Le Crucifiement, par où il avait commencé, et plusieurs autres morceaux étaient achevés dès 1835. Il abordait enfin l’exécution d’une œuvre dont il avait conçu la pensée pendant son premier séjour à Rome, sans doute dans un mouvement de téméraire émulation produit en lui par la vue des grandes fresques de la chapelle Sixtine. Il entreprenait à son tour un Jugement dernier, et il l’achevait en 1840. Un peu plus de quatre années pour couvrir une surface de 2,500 pieds carrés, tandis que Michel-Ange avait mis sept ans entiers à terminer une fresque qui n’en a que 1,800, c’est bien peu sans doute, et l’on s’inquiète en dépit de soi d’une si étonnante rapidité.
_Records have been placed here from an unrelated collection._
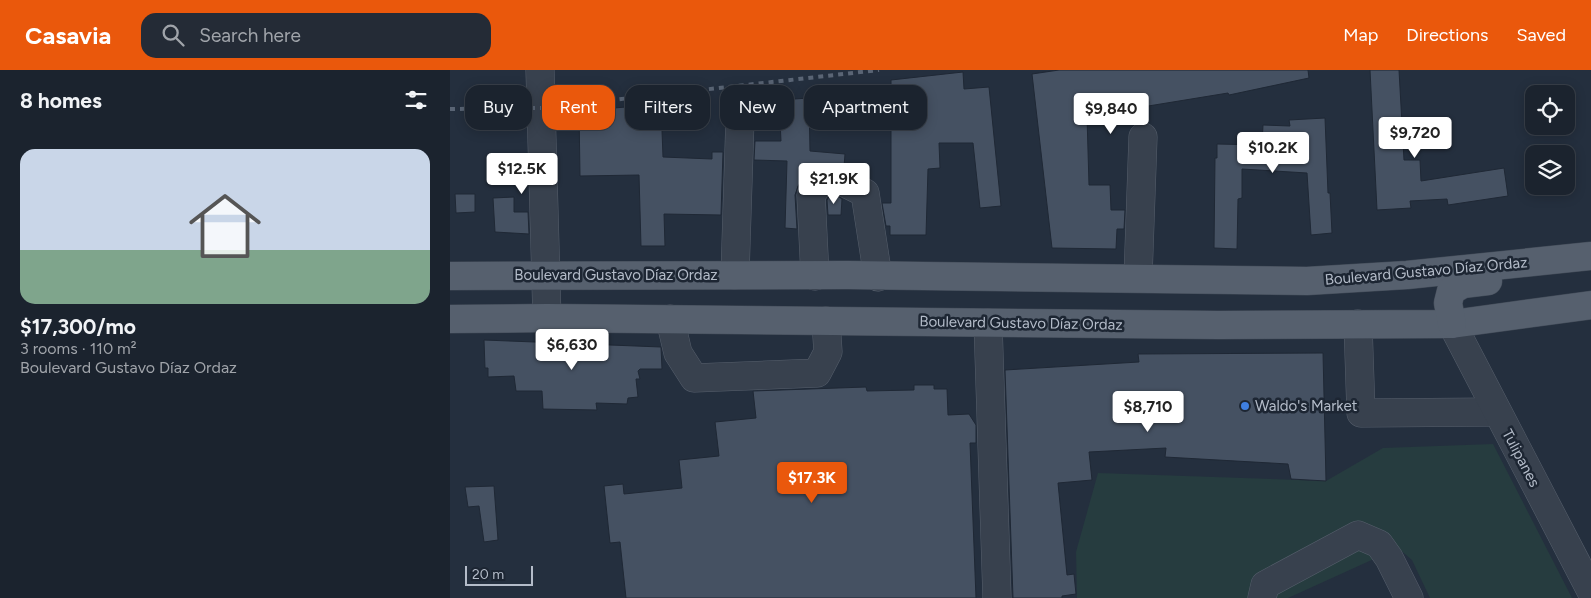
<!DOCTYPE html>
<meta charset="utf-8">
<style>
body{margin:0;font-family:Figtree,sans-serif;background:#242b36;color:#f1f3f6;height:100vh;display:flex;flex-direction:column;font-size:19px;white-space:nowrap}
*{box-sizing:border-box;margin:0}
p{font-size:16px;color:#a0a4aa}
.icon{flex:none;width:28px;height:28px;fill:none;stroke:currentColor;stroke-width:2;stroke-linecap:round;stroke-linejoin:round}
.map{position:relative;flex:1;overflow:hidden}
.details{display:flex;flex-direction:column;background:#1b232e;width:450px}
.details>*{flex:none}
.hud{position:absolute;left:15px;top:15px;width:475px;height:45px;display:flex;gap:10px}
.buttons{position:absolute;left:1075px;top:15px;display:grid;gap:10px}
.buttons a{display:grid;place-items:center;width:50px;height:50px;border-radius:10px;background:#1b232e;box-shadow:0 2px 12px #0003,0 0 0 1px #39404a;font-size:25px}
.scale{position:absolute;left:15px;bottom:12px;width:68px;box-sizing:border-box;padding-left:5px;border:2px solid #b4bcc9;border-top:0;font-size:14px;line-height:18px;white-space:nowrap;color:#b4bcc9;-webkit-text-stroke:4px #1d2633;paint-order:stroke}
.price{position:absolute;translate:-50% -42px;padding:0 11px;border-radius:5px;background:#fff;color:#222;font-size:16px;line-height:32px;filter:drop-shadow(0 1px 2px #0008)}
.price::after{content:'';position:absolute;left:50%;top:30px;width:15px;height:11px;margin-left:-8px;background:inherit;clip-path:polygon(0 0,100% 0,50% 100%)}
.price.selected{background:#ea580c;color:#fff}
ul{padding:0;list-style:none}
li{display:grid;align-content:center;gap:10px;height:265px;padding:0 20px}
li span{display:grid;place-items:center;height:155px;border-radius:15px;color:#555}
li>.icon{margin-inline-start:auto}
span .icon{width:90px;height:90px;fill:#fffc;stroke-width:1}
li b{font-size:21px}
h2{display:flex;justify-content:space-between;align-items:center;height:60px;padding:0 20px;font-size:21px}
.chip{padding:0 18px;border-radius:15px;background:#1b232e;box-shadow:0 2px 12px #0003,0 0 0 1px #39404a;font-size:18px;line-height:45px}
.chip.selected{background:#ea580c;color:#fff}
header{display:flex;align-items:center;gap:30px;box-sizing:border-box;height:70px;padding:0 25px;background:#ea580c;color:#fff}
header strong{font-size:24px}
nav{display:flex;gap:28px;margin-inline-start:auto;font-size:18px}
.search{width:350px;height:45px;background:#242b36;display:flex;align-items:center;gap:12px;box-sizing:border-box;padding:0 18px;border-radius:15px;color:#a0a4aa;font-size:19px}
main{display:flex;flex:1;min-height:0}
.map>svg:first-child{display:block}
.green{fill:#263c3f}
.building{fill:#455162;stroke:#1f2835}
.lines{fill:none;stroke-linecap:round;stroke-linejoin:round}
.minor-casing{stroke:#565f6c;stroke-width:29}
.major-casing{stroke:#414a57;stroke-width:29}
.minor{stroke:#38414e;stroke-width:28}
.major{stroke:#56606e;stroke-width:28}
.rail{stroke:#5a6575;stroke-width:4;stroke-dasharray:5 5;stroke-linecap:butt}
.shop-dot{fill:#3f7fe0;stroke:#1d2633;stroke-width:2}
.labels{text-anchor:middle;stroke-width:5;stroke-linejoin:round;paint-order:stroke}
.street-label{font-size:15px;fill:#b4bcc9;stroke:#1d2633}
.poi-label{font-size:15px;fill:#b4bcc9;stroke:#1d2633;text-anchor:start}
</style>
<header>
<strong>Casavia</strong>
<div class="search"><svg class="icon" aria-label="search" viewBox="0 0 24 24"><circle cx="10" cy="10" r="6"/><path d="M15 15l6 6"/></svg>Search here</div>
<nav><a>Map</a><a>Directions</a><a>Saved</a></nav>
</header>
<main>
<section class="details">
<h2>8 homes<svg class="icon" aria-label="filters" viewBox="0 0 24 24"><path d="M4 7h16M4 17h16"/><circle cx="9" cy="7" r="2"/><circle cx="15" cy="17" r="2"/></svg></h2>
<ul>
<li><span style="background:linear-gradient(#c9d6e8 65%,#7fa58c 0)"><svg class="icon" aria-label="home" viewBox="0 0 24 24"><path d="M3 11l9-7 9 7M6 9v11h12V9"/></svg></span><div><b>$17,300/mo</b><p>3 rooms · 110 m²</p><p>Boulevard Gustavo Díaz Ordaz</p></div></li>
</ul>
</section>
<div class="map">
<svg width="1141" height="528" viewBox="0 0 1141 528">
<rect width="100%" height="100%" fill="#242f3e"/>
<polygon class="green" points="1043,374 1122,528 980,528 962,490 948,478 838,528 627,528 626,482 648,403 876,411 933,378"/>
<g class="building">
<polygon points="609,0 858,0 859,8 779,25 778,23 637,46 639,115 660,115 661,140 675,140 674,159 667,159 666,179 602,178 582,4"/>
<polygon points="920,0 949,0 954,90 970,90 971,111 1054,98 1058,126 998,135 997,129 960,131 961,138 927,140"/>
<polygon points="513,2 514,19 539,17 551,136 530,138 523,73 489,73 490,98 478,99 476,165 440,165 440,156 436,156 432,133 441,133 441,10"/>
<polygon points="359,28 360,81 395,84 394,97 382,101 372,95 364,97 358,102 348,116 345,125 347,159 335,158 337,91 304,90 305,71 331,71 329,30"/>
<polygon points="211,34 213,87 262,89 262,82 273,82 271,145 214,144 215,176 191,176 189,105 130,106 129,41"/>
<polygon points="875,48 878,123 880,123 882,163 861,165 857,103 792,99 792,128 788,129 787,179 764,178 765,88 767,88 767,74 812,75 813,55 840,56 839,50"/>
<polygon points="382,122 392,129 391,145 378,145 377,130"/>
<polygon points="5,124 25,124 25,142 6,143"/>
<polygon points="64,127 64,142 78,142 79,164 45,162 43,128"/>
<polygon points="34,270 211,277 212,299 190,299 188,301 190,309 186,309 188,327 178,328 177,334 146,333 147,340 93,339 92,321 66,321 64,306 38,307 38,298 35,298"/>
<polygon points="873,283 876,411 841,409 838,394 715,387 716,378 639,382 642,410 608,413 617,505 624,504 626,524 612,526 612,528 563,528 555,300 689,292 688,284"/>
<polygon points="464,315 484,315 484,319 497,319 498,345 519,344 526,355 526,373 520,373 526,528 176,528 170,472 160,473 154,416 173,414 174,424 232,418 229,390 269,386 265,352 306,348 303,321 416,317 417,321 464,320"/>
<polygon points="44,416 48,470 34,472 29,436 18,437 15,417"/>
</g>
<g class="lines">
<defs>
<g id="minor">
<polyline points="90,0 97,248"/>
<polyline points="393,112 415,123 428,207"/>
<polyline points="285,205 290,49"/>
<polyline points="365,206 361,125 371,111"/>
<polyline points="688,208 693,67"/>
<polyline points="220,249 228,283 244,308 367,303 378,282 376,251"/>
<polyline points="538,253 547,528"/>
<polyline points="908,254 911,343 1047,342"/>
<polyline points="1002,254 1141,521"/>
<polyline points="812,528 815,515 908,465 929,474 939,488 959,528"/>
</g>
<g id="major">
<polyline points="0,206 398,205 857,211 957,205 1141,186"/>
<polyline points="0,249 97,248 768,255 1002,254 1141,235"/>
<polyline points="1002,254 998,233 1001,221 1013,214 1038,211"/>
</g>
</defs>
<use href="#minor" class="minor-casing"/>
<use href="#major" class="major-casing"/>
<use href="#minor" class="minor"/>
<use href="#major" class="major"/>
<polyline class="rail" points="0,39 91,38 429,0"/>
</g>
<circle class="shop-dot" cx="795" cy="336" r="5"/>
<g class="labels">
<g class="street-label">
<text transform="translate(976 201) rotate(-5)" y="5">Boulevard Gustavo Díaz Ordaz</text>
<text x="166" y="210">Boulevard Gustavo Díaz Ordaz</text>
<text transform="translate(571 253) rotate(1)" y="5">Boulevard Gustavo Díaz Ordaz</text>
<text transform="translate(1071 388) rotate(62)" y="5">Tulipanes</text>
</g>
<g class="poi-label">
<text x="805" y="341">Waldo's Market</text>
</g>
</g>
</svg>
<div class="buttons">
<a><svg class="icon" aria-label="locate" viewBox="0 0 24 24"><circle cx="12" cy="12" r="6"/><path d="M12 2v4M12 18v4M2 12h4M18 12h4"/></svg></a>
<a><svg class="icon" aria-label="layers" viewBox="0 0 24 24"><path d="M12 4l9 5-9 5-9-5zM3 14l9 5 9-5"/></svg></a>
</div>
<div class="scale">20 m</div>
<b class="price" style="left:661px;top:65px">$9,840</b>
<b class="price" style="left:965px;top:89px">$9,720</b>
<b class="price" style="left:823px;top:104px">$10.2K</b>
<b class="price" style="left:72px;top:125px">$12.5K</b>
<b class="price" style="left:384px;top:135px">$21.9K</b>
<b class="price" style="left:122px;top:301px">$6,630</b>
<b class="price" style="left:698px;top:363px">$8,710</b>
<b class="price selected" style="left:362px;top:434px">$17.3K</b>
<div class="hud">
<a class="chip">Buy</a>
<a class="chip selected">Rent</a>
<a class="chip">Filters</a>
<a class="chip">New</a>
<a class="chip">Apartment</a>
</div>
</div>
</main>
Il est vrai que l’œuvre de Michel-Ange ne comprend pas moins de 390 figures, et que dans celle de Cornélius on n’en compte guère plus de 130. N’importe, on voit que l’artiste a dû céder aux excitations importunes du roi, songer à satisfaire une autre pensée que la sienne, et l’œuvre s’en ressent. On regrette moins à cause de cela que, placée comme elle l’est au fond d’un chœur qu’aucune fenêtre n’éclaire, cette page immense soit d’ordinaire ensevelie dans une pénombre que l’œil a peine à percer, et qui n’est dissipée que certains soirs d’été, lorsque le soleil envoie à travers la porte ses rayons obliques et y répand une lumière faussée par le voisinage de l’horizon.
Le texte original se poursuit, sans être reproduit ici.